48

Is it possible to use HTML Tidy to just indent HTML code?

Sample Code

<form action="?" method="get" accept-charset="utf-8">

<ul>
<li>
<label class="screenReader" for="q">Keywords</label><input type="text" name="q" value="" id="q" />
</li>
<li><input class="submit" type="submit" value="Search" /></li>
</ul>


</form>

Desired Result

<form action="?" method="get" accept-charset="utf-8">
    <ul>
        <li>
        <label class="screenReader" for="q">Keywords</label><input type="text" name="q" value="" id="q"/>
        </li>
        <li><input class="submit" type="submit" value="Search"/></li>
    </ul>
</form>

If I run it with the standard command, tidy -f errs.txt -m index.html then I get this

<!DOCTYPE html PUBLIC "-//W3C//DTD HTML 4.01//EN">
<html>
<head>
<meta name="generator" content=
"HTML Tidy for Mac OS X (vers 31 October 2006 - Apple Inc. build 15.3.6), see www.w3.org">
<title></title>
</head>
<body>
<form action="?" method="get" accept-charset="utf-8">
<ul>
<li><label class="screenReader" for=
"q">Keywords</label><input type="text" name="q" value="" id=
"q"></li>
<li><input class="submit" type="submit" value="Search"></li>
</ul>
</form>
</body>
</html>

How can I omit all the extra stuff and actually get it to indent the code?

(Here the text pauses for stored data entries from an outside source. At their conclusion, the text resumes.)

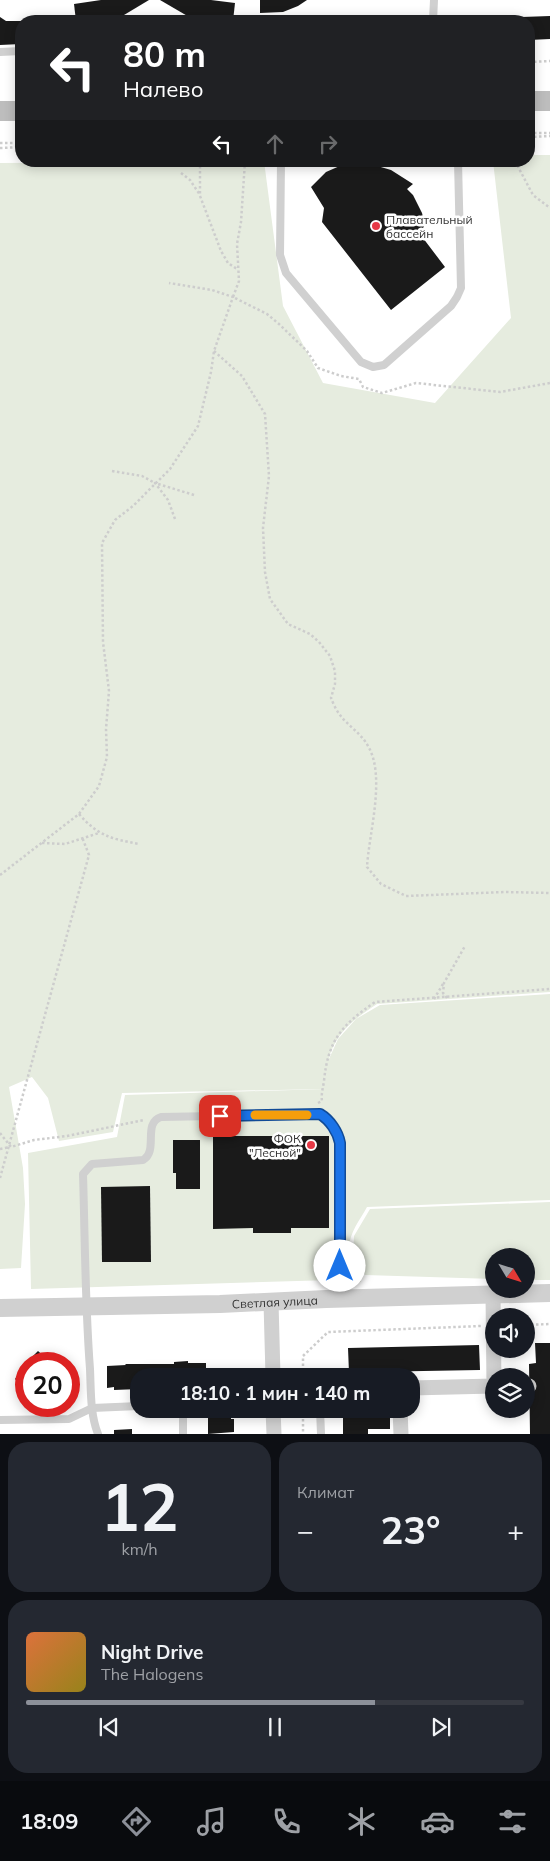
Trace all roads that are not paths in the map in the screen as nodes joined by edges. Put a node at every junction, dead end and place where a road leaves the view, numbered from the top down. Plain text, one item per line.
1 (434, 0) edge
2 (433, 15) edge
3 (15, 51) edge
4 (0, 52) edge
5 (535, 101) edge
6 (550, 101) edge
7 (0, 111) edge
8 (15, 111) edge
9 (282, 167) edge
10 (458, 167) edge
11 (535, 1293) edge
12 (550, 1293) edge
13 (485, 1294) edge
14 (340, 1299) junction
15 (271, 1302) junction
16 (87, 1306) junction
17 (0, 1308) edge
18 (273, 1368) edge
19 (485, 1386) edge
20 (420, 1388) edge
21 (130, 1406) edge
22 (92, 1408) junction
23 (183, 1418) edge
24 (273, 1418) edge
25 (320, 1418) edge
26 (400, 1418) edge
27 (0, 1420) edge
28 (98, 1434) edge
29 (183, 1434) edge
30 (274, 1434) edge
31 (321, 1434) edge
32 (401, 1434) edge

1 - 2 lane
3 - 4 lane
5 - 6 main road
7 - 8 main road
9 - 10 lane
11 - 12 street, Светлая улица
13 - 14 street, Светлая улица
14 - 15 street, Светлая улица
14 - 16 lane
15 - 16 street, Светлая улица
15 - 18 street
16 - 17 street, Светлая улица
16 - 22 lane
19 - 20 street
21 - 22 lane
22 - 27 lane
22 - 28 lane
23 - 29 lane
24 - 30 street
25 - 31 lane
26 - 32 street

Forgive me if that's not a feature that it's supposed to support, what library / tool am I looking for?

1
  • 1
    Other folks have suggested that prettydiff.com/?m=beautify&html might be a better option if you just want to indent. Commented Mar 3, 2014 at 15:55

7 Answers 7

32

Use the indent, tidy-mark, and quiet options:

tidy \
  -indent \
  --indent-spaces 2 \
  -quiet \
  --tidy-mark no \
  index.html

Or, using a config file rather than command-line options:

indent: auto
indent-spaces: 2
quiet: yes
tidy-mark: no

Name it tidy_config.txt and save it the same directory as the .html file. Run it like this:

tidy -config tidy_config.txt index.html

For more customization, use the tidy man page to find other relevant options such as markup: no or force-output: yes.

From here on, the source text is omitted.